The excess unpaired globin chains form precipitates that damage RBC membranes, causing premature cell death.
This leads to chronic anemia, which stimulates increased erythropoietin production and expansion of the bone marrow, causing skeletal deformities and other complications.
Symptoms
Symptoms vary depending on the type and severity of thalassemia:
1. Mild Thalassemia (Trait):
Often asymptomatic or mild anemia.
2. Moderate to Severe Thalassemia:
Severe anemia: Fatigue, weakness, pallor.
Growth retardation and delayed puberty.
Bone deformities: Especially in the face and skull.

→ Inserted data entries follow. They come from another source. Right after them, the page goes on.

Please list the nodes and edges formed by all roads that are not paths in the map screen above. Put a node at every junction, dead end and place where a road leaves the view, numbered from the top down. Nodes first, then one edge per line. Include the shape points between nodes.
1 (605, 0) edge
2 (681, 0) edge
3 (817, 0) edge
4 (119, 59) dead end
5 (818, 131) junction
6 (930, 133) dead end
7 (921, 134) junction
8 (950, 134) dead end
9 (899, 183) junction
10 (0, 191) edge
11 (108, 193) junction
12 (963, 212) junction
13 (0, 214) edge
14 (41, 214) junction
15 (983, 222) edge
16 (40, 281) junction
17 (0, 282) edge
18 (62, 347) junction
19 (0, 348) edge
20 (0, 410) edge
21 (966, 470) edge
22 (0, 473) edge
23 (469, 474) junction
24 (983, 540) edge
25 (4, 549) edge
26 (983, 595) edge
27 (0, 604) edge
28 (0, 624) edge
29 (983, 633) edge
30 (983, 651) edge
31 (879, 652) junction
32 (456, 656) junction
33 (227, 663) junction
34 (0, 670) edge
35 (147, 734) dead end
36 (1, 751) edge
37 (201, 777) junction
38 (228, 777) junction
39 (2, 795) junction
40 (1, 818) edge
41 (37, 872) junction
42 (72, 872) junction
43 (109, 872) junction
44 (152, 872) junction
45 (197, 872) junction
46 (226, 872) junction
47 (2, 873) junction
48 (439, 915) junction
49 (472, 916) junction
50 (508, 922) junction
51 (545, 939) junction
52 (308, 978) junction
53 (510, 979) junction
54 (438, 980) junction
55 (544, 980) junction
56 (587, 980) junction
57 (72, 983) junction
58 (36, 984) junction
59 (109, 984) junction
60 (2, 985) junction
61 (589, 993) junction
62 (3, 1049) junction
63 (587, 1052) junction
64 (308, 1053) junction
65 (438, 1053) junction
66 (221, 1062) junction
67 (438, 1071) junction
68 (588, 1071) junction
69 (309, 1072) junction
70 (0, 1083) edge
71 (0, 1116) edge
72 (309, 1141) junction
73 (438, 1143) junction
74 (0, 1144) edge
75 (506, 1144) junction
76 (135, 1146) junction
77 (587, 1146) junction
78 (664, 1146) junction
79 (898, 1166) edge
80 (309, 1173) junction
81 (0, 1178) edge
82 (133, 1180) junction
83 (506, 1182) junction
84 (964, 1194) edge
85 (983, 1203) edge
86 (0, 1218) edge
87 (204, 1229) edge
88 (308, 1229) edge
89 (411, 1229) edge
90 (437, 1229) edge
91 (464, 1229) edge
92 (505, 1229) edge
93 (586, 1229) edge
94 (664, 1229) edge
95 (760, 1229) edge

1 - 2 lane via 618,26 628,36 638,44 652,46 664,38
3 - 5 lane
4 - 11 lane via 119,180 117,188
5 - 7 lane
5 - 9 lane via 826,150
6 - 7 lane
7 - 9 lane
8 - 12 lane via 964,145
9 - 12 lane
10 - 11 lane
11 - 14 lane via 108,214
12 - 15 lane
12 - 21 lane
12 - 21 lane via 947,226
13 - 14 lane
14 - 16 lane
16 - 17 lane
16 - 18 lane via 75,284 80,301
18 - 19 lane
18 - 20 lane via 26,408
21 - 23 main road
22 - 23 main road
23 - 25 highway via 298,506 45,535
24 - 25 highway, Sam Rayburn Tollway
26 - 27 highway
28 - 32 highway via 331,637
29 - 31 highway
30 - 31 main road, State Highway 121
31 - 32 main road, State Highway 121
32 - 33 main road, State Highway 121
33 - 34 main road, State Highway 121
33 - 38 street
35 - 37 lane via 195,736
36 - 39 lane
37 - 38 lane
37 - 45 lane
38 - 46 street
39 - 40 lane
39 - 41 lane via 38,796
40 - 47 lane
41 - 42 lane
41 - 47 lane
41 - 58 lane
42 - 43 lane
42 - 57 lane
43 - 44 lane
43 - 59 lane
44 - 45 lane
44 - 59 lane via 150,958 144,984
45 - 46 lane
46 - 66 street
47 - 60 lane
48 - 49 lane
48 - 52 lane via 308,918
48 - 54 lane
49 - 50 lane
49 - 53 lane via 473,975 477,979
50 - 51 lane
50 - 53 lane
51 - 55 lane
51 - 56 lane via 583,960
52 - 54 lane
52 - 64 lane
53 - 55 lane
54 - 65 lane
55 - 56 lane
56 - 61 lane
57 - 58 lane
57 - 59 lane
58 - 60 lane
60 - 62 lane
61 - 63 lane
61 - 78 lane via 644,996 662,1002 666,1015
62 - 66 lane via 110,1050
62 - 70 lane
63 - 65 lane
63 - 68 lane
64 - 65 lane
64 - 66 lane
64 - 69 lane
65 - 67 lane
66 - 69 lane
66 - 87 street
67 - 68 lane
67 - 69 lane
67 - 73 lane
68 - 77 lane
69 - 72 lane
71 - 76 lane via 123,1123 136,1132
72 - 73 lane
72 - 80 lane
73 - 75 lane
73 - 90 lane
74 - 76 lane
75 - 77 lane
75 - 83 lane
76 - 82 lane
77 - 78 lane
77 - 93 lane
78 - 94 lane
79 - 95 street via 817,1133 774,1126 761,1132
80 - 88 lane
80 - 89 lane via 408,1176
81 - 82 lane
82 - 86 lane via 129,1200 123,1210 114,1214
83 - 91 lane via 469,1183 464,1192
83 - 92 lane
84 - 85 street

Splenomegaly: Enlarged spleen causing discomfort and risk of rupture.
Jaundice: Due to increased hemolysis.
Frequent infections.
Iron overload: Due to repeated blood transfusions and increased intestinal absorption, leading to organ damage (heart, liver, endocrine glands).
Diagnosis
Thalassemia is diagnosed through:
Complete Blood Count (CBC): Shows low hemoglobin and abnormal RBC indices.
Hemoglobin Electrophoresis: Identifies abnormal hemoglobin types and quantifies hemoglobin fractions.
Genetic Testing: Confirms mutations in globin genes.
Peripheral Blood Smear: Shows microcytic, hypochromic RBCs with target cells and other abnormalities.
Treatment
Treatment varies based on the severity of thalassemia:
1. Mild Thalassemia:
Usually requires no treatment, but regular monitoring is recommended.
2. Moderate to Severe Thalassemia:
Regular Blood Transfusions: To maintain hemoglobin levels and prevent complications.
Iron Chelation Therapy: To remove excess iron from the body and prevent organ damage.
Folic Acid Supplements: To support RBC production.
Splenectomy: Surgical removal of the spleen if it becomes excessively enlarged or if hemolysis is severe.
Bone Marrow Transplant: Potential cure for some patients, especially children with severe thalassemia.
Gene Therapy: Experimental treatment with the potential for curing the disease.